08 de julho de 2026
Nacional

Erro de sargento causou falha em radar

Folhapress
| Tempo de leitura: 2 min

Brasília - O comandante da Aeronáutica, brigadeiro Juniti Saito, informou ontem ao presidente Luiz Inácio Lula da Silva que o início da pane do Cindacta-4, em Manaus, foi causado por um sargento da manutenção que errou ao manusear as baterias de geração de energia. Foi o próprio responsável quem se apresentou ao comandante do centro e confessou que errara. Saito, que esteve em Manaus anteontem, disse ainda ao presidente que as investigações continuam e que essa foi apenas a primeira apuração sobre a pane que interrompeu os vôos na área de Manaus durante duas horas na madrugada de sábado para domingo, com efeito-cascata em todo o País.

Conforme o brigadeiro disse a Lula, há ainda muitas perguntas sem resposta e não está descartada a hipótese de sabotagem - que o próprio Planalto a princípio não afasta. Algumas são estas: Por que a pane demorou tanto tempo? Por que o sistema de back-up também não funcionou? Por que os efeitos foram tão drásticos, a ponto de vôos internacionais serem mandados de volta? Por que tudo isso aconteceu exatamente agora, dias depois da queda do Airbus da TAM?

Conforme a reportagem apurou, uma das linhas de investigação é se funcionários do Cindacta-4, especialmente da área de controle aéreo, não aproveitaram uma falha humana original para amplificar o problema e passar a imagem de caos para o País e para o Exterior.
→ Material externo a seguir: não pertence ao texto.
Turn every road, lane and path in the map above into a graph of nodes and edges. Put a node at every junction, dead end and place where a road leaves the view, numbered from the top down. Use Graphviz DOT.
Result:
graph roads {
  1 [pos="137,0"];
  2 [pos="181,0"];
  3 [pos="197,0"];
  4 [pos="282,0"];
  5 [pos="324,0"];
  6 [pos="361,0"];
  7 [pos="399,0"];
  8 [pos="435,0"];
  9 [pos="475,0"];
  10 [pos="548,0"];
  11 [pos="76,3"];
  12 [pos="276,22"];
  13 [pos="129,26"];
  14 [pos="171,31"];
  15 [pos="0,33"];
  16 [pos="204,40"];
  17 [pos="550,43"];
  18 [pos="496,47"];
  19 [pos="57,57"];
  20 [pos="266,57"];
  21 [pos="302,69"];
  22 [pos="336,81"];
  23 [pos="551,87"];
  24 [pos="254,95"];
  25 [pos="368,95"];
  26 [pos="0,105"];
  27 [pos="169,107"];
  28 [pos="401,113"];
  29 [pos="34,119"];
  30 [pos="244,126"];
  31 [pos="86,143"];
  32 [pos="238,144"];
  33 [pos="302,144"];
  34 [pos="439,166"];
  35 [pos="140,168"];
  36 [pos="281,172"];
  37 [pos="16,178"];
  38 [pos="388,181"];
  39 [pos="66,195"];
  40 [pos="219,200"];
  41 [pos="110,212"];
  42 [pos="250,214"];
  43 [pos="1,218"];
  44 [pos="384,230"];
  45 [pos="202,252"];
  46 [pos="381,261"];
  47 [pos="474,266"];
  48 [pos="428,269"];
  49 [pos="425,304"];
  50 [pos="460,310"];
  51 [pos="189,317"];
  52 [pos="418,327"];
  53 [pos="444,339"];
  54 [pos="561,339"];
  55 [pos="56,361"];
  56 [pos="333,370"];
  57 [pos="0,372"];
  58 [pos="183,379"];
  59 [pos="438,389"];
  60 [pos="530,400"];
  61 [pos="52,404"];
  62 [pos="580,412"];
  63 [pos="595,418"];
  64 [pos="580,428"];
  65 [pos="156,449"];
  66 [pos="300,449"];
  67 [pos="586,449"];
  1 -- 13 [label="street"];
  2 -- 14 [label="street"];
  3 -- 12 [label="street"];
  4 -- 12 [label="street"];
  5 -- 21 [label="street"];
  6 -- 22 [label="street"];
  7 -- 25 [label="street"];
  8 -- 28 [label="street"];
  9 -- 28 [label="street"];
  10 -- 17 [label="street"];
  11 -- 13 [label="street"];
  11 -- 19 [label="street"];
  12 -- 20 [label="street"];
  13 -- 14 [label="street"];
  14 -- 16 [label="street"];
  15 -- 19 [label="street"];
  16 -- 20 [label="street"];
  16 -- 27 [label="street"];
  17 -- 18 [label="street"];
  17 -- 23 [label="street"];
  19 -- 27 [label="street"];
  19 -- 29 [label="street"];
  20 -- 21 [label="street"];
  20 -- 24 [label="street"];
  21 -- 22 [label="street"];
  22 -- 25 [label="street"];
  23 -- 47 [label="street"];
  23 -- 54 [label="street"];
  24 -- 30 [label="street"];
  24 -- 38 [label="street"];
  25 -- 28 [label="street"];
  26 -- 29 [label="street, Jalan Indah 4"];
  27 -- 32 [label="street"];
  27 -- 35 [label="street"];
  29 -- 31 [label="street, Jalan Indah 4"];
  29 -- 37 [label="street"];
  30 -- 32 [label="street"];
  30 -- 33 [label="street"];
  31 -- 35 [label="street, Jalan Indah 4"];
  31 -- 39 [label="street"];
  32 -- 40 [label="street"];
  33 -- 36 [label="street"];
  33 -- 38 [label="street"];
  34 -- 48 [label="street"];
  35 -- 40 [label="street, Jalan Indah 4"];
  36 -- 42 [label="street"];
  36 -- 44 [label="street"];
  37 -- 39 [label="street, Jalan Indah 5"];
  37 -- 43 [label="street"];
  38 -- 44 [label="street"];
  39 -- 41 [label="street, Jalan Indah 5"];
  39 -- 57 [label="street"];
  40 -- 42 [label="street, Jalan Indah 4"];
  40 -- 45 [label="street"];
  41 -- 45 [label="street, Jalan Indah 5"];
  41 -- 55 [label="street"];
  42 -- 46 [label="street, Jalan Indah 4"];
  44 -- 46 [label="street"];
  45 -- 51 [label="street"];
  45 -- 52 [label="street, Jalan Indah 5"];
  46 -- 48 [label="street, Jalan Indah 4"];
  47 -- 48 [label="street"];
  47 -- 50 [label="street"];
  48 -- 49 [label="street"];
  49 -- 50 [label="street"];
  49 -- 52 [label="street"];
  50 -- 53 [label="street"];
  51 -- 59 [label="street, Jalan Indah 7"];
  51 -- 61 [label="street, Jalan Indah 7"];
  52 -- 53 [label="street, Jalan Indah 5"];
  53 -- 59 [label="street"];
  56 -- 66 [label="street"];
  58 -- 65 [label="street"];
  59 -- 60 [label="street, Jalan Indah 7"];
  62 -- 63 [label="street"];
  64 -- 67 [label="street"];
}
Os controladores garantem que ocorreu uma pane e negam enfaticamente essa possibilidade.

A Aeronáutica também investiga quem são os funcionários que vêm dando versões à imprensa e está particularmente interessada num funcionário que deu entrevista à televisão contra a luz e com modificador eletrônico de voz, para não ser reconhecido, dizendo que dois aviões quase se chocaram na altura de Belém, no Pará - algo que a FAB nega.

Na versão da Força, as entrevistas e versões confirmariam que, apesar das medidas repressivas tomadas contra os controladores de vôo, eles continuam ativos e mobilizados. Os líderes do movimento foram presos por criticarem o sistema em entrevistas.

Outros líderes foram afastados das funções e estão sujeitos agora a um processo com base no Inquérito Policial Militar (IPM), realizado pela FAB, e à espera de manifestação do Ministério Público, por suspeita de motim na greve de 30 de março passado, que parou os aeroportos do País. Em Manaus, onde ocorreu a pane do fim de semana, houve revolta diante da prisão e do afastamento dos companheiros, e outros acabaram também punidos. Dos quatro Cindactas, foi justamente o que mais reagiu contrariamente às punições.